Two weeks ago, New York Magazine caught up with Berkeley Breathed (apparently [part] of his real name), creator of Bloom County, a comic strip popular in the 80s, as well as several less popular spin-offs. Their conversation turned to something I’ve been thinking a little bit about lately: what happened to the funny pages?
They’re still there, of course, every day in the tabloids—and in a big color wrap-around in Sunday’s Daily News. But have you tried to read them lately? None of them are funny. Not a single one. “People loved comics the last 100 years, and they’re dying,” Breathed said. “Nobody talks about it. They’re not even noticing.”

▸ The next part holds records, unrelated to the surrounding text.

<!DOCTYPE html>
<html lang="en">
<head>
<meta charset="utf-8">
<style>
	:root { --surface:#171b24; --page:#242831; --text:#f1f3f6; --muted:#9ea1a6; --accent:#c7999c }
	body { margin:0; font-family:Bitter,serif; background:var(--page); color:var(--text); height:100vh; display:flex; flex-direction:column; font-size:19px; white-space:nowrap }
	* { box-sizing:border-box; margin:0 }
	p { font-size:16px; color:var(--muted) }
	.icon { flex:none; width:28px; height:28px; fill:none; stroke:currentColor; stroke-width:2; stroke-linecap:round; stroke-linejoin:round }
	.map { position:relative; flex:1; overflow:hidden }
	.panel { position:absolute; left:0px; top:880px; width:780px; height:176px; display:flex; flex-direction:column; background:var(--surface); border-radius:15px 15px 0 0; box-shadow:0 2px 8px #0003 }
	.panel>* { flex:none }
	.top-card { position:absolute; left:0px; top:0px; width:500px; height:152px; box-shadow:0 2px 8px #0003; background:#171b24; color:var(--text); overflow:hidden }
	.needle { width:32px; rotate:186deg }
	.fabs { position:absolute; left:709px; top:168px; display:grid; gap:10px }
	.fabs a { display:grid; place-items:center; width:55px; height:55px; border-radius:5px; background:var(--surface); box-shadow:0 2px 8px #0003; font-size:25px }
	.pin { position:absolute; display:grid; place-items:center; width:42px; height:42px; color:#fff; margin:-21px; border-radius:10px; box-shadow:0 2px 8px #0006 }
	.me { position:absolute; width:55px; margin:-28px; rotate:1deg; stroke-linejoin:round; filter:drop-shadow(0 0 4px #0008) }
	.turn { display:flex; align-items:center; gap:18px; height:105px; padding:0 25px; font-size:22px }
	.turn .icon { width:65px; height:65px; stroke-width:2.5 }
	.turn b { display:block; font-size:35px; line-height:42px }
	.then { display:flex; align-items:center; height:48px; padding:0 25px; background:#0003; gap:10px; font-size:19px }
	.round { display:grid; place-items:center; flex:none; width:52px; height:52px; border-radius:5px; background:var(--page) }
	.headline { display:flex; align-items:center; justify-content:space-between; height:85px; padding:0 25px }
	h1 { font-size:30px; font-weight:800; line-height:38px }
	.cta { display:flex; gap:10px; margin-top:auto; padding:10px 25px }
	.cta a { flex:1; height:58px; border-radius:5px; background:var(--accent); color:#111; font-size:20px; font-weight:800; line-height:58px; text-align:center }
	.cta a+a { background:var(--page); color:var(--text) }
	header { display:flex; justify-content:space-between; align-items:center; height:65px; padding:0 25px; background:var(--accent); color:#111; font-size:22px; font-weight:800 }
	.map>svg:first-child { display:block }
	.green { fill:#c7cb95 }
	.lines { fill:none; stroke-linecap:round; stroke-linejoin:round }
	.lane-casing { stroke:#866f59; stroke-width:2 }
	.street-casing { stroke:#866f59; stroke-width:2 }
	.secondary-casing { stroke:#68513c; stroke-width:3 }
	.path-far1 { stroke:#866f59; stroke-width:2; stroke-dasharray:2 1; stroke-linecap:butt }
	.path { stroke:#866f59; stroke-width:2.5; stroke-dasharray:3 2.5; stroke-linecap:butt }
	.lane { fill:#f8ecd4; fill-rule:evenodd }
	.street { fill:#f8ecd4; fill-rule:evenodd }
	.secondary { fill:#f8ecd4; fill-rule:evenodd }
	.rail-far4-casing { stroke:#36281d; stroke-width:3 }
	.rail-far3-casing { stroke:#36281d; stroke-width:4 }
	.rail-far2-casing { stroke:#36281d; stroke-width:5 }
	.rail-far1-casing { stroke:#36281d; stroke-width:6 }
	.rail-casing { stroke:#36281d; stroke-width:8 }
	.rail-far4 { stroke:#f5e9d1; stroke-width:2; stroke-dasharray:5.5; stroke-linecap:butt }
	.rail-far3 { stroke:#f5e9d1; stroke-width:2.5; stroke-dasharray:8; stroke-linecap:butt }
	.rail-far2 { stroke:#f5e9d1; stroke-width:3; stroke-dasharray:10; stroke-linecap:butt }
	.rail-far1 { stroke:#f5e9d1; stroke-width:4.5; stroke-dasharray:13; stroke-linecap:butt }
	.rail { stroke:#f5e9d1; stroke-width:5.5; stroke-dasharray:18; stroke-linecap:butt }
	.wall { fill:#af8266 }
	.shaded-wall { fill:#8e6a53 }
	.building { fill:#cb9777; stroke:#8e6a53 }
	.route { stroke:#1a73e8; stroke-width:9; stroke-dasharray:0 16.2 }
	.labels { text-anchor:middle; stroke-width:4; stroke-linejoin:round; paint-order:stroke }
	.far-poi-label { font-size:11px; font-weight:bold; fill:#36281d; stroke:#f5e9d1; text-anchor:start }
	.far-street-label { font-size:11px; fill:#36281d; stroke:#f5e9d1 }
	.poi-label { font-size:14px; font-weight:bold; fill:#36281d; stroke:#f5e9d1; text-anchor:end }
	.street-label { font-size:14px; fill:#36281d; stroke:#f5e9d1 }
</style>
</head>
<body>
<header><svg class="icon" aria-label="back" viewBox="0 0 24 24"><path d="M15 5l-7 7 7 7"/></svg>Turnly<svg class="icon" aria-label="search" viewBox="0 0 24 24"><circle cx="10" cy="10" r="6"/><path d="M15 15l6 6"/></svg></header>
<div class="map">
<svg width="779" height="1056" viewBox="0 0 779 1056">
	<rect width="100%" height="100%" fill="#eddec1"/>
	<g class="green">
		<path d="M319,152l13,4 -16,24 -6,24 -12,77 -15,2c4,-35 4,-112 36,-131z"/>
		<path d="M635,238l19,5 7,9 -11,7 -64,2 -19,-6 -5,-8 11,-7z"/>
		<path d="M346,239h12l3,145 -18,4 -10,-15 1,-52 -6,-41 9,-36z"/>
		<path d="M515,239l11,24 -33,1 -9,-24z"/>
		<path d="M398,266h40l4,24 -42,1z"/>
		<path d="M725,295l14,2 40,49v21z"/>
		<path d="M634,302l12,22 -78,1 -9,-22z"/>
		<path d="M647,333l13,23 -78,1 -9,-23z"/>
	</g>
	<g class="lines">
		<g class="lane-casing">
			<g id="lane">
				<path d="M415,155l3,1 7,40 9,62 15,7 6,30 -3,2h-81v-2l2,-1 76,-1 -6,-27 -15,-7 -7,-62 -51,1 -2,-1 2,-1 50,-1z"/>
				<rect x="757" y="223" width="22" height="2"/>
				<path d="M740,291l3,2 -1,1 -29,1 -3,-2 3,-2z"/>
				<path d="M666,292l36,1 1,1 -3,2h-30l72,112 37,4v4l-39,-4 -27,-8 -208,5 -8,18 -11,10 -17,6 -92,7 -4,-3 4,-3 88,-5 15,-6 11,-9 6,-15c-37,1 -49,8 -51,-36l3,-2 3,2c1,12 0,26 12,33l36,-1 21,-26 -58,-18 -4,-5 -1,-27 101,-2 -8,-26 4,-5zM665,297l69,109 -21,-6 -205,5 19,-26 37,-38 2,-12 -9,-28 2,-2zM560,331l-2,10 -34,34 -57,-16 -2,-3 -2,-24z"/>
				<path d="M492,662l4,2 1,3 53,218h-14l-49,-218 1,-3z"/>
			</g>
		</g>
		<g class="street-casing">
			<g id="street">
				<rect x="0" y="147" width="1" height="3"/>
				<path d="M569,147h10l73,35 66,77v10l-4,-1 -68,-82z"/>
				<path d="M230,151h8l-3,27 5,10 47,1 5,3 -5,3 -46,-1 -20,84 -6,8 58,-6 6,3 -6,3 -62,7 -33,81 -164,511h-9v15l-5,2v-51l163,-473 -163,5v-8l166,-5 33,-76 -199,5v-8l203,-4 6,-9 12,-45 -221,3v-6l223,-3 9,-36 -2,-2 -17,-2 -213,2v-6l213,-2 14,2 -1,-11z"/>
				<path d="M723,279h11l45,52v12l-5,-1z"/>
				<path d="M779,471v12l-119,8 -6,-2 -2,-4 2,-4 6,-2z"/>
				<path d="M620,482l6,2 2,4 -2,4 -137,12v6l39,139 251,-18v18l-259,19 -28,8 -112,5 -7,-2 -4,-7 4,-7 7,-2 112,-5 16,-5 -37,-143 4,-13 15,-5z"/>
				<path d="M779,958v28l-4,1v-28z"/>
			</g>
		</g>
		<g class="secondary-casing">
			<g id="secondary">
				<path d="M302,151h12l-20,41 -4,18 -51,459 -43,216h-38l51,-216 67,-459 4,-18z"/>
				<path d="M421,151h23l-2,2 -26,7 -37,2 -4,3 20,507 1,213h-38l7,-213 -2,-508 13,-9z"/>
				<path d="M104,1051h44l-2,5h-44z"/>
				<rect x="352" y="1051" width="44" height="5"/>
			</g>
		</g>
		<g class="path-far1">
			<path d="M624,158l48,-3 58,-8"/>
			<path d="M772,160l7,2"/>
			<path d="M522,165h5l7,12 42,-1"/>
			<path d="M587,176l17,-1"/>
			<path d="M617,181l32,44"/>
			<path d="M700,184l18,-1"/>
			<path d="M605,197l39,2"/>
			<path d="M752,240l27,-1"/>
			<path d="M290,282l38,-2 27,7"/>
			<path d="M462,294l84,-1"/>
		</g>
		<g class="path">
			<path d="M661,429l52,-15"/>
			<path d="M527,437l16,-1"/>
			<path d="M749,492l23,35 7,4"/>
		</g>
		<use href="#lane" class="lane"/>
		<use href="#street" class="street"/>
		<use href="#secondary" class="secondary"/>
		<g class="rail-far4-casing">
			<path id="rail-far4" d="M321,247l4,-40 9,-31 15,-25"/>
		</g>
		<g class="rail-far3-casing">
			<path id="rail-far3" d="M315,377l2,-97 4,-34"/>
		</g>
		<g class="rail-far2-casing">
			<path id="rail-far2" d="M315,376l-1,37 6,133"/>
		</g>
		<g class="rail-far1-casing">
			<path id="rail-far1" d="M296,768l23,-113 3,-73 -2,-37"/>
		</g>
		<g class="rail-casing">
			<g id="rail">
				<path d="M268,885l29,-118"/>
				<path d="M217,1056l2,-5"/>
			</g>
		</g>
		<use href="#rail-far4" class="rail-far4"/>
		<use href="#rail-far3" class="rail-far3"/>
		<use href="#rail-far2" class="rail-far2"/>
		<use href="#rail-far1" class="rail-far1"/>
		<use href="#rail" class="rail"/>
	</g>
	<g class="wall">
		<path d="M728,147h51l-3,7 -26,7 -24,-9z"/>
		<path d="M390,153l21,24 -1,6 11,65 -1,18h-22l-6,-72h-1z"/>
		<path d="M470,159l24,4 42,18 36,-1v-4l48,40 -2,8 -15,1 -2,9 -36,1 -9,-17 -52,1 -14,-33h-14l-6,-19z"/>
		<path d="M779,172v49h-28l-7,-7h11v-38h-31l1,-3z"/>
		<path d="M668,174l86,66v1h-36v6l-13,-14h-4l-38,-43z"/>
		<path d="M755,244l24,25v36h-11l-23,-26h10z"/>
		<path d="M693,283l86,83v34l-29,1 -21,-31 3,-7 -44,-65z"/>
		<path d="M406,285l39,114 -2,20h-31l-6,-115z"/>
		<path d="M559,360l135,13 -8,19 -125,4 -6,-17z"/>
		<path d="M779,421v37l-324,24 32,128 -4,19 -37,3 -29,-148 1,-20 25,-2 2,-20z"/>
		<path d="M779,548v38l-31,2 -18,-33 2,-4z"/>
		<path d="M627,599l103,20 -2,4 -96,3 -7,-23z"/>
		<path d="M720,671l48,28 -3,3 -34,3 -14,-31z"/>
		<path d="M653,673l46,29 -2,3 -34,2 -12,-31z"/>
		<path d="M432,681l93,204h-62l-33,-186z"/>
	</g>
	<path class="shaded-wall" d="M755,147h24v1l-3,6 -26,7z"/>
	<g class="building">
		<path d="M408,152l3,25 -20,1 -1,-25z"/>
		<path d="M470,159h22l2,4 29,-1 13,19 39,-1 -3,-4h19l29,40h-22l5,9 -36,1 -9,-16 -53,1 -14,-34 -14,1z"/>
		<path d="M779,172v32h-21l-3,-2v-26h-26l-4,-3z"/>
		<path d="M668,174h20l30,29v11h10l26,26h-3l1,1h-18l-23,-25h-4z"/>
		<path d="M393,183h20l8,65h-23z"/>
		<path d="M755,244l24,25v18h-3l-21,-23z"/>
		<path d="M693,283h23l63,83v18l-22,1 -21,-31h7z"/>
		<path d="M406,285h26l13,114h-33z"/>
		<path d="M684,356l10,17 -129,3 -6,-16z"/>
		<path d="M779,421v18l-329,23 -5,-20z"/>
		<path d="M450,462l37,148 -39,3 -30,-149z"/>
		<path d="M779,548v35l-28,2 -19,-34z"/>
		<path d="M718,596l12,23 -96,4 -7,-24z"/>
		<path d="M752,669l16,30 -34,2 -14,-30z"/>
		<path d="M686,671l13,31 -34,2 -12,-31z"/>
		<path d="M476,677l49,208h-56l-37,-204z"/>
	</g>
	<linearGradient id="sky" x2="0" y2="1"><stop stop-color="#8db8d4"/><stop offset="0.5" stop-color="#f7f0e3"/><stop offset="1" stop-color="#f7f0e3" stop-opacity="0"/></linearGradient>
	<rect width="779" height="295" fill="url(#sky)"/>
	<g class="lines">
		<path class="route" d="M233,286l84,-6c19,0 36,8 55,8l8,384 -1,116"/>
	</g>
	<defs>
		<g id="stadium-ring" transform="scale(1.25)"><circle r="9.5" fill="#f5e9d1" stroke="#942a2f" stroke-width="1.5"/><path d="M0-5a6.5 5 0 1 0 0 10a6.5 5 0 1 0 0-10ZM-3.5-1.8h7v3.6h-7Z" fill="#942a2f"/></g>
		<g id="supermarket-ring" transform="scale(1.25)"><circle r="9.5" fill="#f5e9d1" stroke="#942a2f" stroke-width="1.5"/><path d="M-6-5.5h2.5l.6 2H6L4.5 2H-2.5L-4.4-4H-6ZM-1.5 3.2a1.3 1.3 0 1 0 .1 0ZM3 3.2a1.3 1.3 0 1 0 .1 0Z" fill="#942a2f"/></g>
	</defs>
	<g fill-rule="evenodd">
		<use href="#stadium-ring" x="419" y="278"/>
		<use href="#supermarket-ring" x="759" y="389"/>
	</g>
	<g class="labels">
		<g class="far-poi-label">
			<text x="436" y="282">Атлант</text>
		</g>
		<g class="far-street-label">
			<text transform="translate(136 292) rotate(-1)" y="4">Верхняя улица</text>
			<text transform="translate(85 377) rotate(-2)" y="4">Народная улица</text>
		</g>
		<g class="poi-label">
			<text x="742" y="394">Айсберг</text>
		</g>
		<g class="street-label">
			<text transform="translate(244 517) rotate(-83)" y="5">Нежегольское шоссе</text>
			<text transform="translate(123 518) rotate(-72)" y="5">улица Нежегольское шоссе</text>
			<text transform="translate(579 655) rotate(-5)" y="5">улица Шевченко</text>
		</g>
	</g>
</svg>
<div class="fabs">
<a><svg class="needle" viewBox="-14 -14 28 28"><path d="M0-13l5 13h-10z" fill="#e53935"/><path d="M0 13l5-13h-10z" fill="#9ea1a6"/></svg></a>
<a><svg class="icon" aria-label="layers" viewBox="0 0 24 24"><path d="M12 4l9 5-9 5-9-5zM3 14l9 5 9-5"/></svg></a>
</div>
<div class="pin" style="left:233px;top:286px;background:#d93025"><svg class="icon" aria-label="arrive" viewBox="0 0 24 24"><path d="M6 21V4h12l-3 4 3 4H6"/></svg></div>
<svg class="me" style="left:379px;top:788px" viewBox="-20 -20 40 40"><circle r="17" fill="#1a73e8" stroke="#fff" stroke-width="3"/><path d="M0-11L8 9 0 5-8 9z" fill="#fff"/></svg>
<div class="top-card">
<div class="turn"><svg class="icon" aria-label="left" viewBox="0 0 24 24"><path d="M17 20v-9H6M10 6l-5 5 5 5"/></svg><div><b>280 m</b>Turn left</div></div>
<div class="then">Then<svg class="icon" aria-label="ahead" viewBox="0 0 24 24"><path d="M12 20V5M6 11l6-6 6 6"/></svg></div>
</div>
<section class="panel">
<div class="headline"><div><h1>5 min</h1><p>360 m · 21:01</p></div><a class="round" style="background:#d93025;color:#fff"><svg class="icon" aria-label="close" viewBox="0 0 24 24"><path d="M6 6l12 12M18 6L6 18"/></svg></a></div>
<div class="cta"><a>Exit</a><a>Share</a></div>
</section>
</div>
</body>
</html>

Well, I was noticing. At first, I thought it might be a case of nostalgia and the romanticization of my youth, common to all generations: that things—music, movies, TV, etc.—were better when I was growing up. The old Teenage Mutant Ninja Turtles cartoon was so much cooler than today’s TMNT. Same for Batman. (Well, that one’s true.) But this isn’t the case for the comix. The Funny Pages, once (historically and in recent memory) a place where innovative graphic storytellers could flourish, has become the stalest of media, a blandly reactionary black hole, an artspace clinging to committee-approved formulae.
As often happens to artists of all kinds, those in old age are losing their bite. The Lockhorns, which used to be a hilariously caustic portrayal of a contemptuous couple, now relies on lazy jokes about new technologies, like text messaging. Doonesbury hasn’t been relevant in about 30 years, but these days, like The Lockhorns, it reads like dispatches from a totally out-of-touch grandpa struggling to show off his with-it-ness. This Sunday’s strip was full of corny jokes about Twitter (hyuk hyuk!) and Contemporary Politics: says a tent-city franchisee, “There were no TARP funds to buy tarps!” That shit wouldn’t fly in the Catskills. And this is the age of The Daily Show.
Also this Sunday, Hagar the Horrible didn’t want to eat his vegetables. Family Circus, God help us, is still publishing, as is Blondie and Beetle Bailey, all dishing out stale gags as always. This week’s Dilbert revolved around a joke involving—wait for it—the inefficiency of hierarchies and chains of command. In an office setting!
The unique problem of the Funny Pages is that no new generation has emerged to accept the mantle that Charles Schulz, Old School Trudeau, Gary Larson and Bill Watterson—artists who anchored the pages in the 80s and 90s (and, for the first two, even earlier) with their artful and clever comics—tried to pass down.
The new comics are worse than the “moribund franchises” next to which they appear: The Argyle Sweater and Tundra (the worst of them all) bastardize The Far Side’s legacy with watered-down imitation; Zits and the insufferable Girls & Sports try to capture the zeitgeist—being a teenager (e.g. “Six Reasons Why Zombies Would Make Good Parents”) and being a young and single, respectively—with jokes as cutting-edge as those told by the guest-comics on Leno’s new show; Get Fuzzy is a humorless replacement for Garfield because, presumably, we’ll always need a strip about a man’s relationship to his krazy kat.
Perhaps such a study is unfair: after all, today’s young artists interested in the comic strip format probably aren’t publishing in the Sunday Daily News: they’re probably on-line. But, as far as I can tell, there have been no great Internet breakthroughs, no popular strips radically changing or challenging the medium’s established format. The majority of today’s comics, whether in print or on-line, mainstream or underground, seem to be like those straight-to-DVD releases that rip-off whatever has proven popular. Snakes on a Train. Transmorphers. The DaVinci Treasure.
Alternative comics are hardly faring better. Earlier this year, Tom Tomorrow’s This Modern World was suspended by Village Voice Media, which controls a significant number of the country’s Alternative presses, along with all other comics. It has since been reinstated, but even that once trenchant strip has become bland in its predictability.
It may be that the comic strip has reached its endpoint: that what began its greatness with Winsor McCay and George Herriman can be taken no farther. But Berkeley Breathed offers a more compelling hypothesis: “The future great cartoonists aren’t sending their stuff to newspapers anymore,” he told New York. “They are rightfully working on graphic novels or doing something else.”
With the legitimization of the comic book, artists no longer aspire to be the next Charles Schulz: they want to be the next Art Spiegelman.
I caught Inherit the Wind for the dozenth time this weekend, and was particularly caught by one of Spencer Tracy’s big speeches: “Progress has never been a bargain. You have to pay for it,” he says. “You can have a telephone but you lose privacy and the charm of distance…you may conquer the air but the birds will lose their wonder. And the clouds will smell of gasoline.” You may get your graphic novels, America, your legitimate comics, your Mauses and your Watchmens. But you’ll never have another Peanuts. Talking about the time when “the newspaper comic strip [was] a pop-culture superpower,” Breathed told New York, “It will never happen again.” The Funny Pages are dead.